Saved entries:

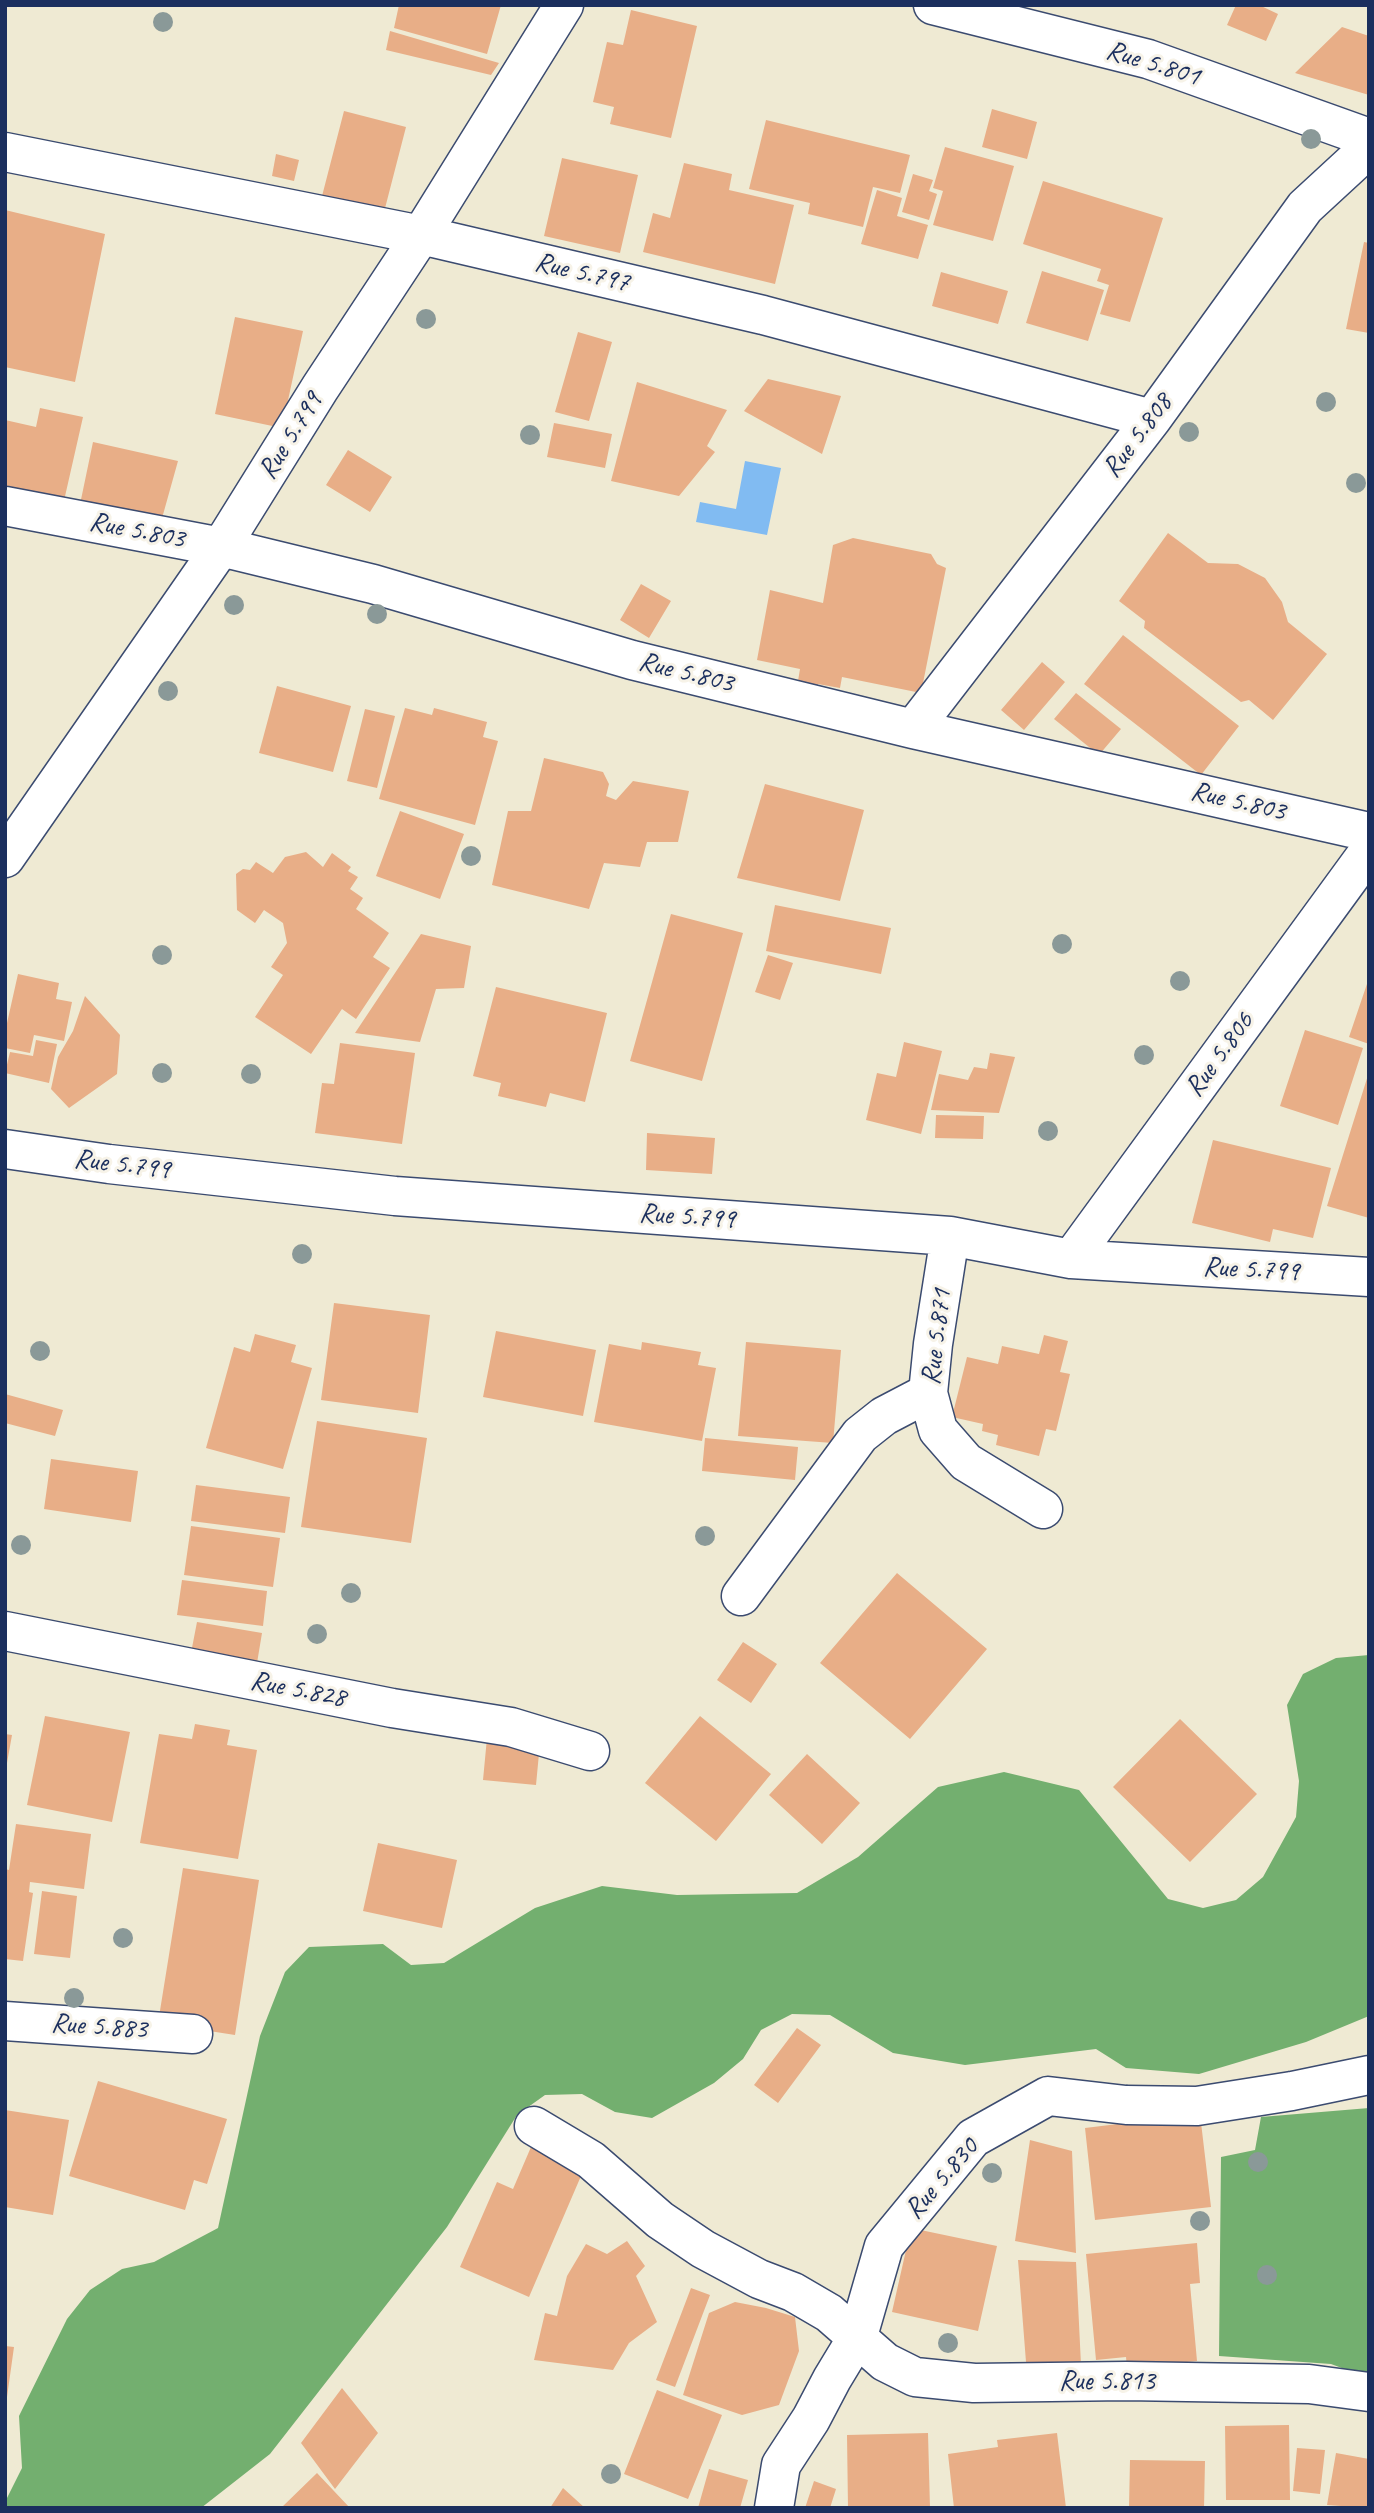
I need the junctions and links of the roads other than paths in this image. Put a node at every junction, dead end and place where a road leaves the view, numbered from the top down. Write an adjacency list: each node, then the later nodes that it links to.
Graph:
1 (564, 5): 6 (street, Rue 5.799)
2 (933, 5): 3 (street, Rue 5.801)
3 (1369, 138)
4 (1369, 148): 7 (street, Rue 5.808)
5 (5, 152): 6 (street, Rue 5.797)
6 (421, 235): 7 (street, Rue 5.797); 9 (street, Rue 5.799)
7 (1152, 419): 10 (street, Rue 5.808)
8 (5, 506): 9 (street, Rue 5.803)
9 (221, 547): 10 (street, Rue 5.803); 13 (street, Rue 5.799)
10 (913, 729): 11 (street, Rue 5.803)
11 (1369, 832)
12 (1369, 851): 16 (street, Rue 5.806)
13 (5, 858)
14 (5, 1149): 15 (street, Rue 5.799)
15 (950, 1236): 16 (street, Rue 5.799); 18 (street, Rue 5.871)
16 (1071, 1259): 17 (street, Rue 5.799)
17 (1369, 1277)
18 (928, 1394): 19 (street, Rue 5.871); 20 (street)
19 (1043, 1509)
20 (741, 1595)
21 (5, 1630): 22 (street, Rue 5.828)
22 (590, 1751)
23 (5, 2021): 24 (street, Rue 5.883)
24 (193, 2034)
25 (1369, 2075): 27 (street, Rue 5.830)
26 (534, 2126): 27 (street, Rue 5.813)
27 (858, 2336): 28 (street, Rue 5.813); 29 (street, Rue 5.830)
28 (1369, 2392)
29 (774, 2508)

*WORK REQUIRED*
Quote all of the entries word for word, omitting any pictures.

*SOLUTION TO THE PROBLEM*
I need the junctions and links of the roads other than paths in this image. Put a node at every junction, dead end and place where a road leaves the view, numbered from the top down. Write an adjacency list: each node, then the later nodes that it links to.
Graph:
1 (564, 5): 6 (street, Rue 5.799)
2 (933, 5): 3 (street, Rue 5.801)
3 (1369, 138)
4 (1369, 148): 7 (street, Rue 5.808)
5 (5, 152): 6 (street, Rue 5.797)
6 (421, 235): 7 (street, Rue 5.797); 9 (street, Rue 5.799)
7 (1152, 419): 10 (street, Rue 5.808)
8 (5, 506): 9 (street, Rue 5.803)
9 (221, 547): 10 (street, Rue 5.803); 13 (street, Rue 5.799)
10 (913, 729): 11 (street, Rue 5.803)
11 (1369, 832)
12 (1369, 851): 16 (street, Rue 5.806)
13 (5, 858)
14 (5, 1149): 15 (street, Rue 5.799)
15 (950, 1236): 16 (street, Rue 5.799); 18 (street, Rue 5.871)
16 (1071, 1259): 17 (street, Rue 5.799)
17 (1369, 1277)
18 (928, 1394): 19 (street, Rue 5.871); 20 (street)
19 (1043, 1509)
20 (741, 1595)
21 (5, 1630): 22 (street, Rue 5.828)
22 (590, 1751)
23 (5, 2021): 24 (street, Rue 5.883)
24 (193, 2034)
25 (1369, 2075): 27 (street, Rue 5.830)
26 (534, 2126): 27 (street, Rue 5.813)
27 (858, 2336): 28 (street, Rue 5.813); 29 (street, Rue 5.830)
28 (1369, 2392)
29 (774, 2508)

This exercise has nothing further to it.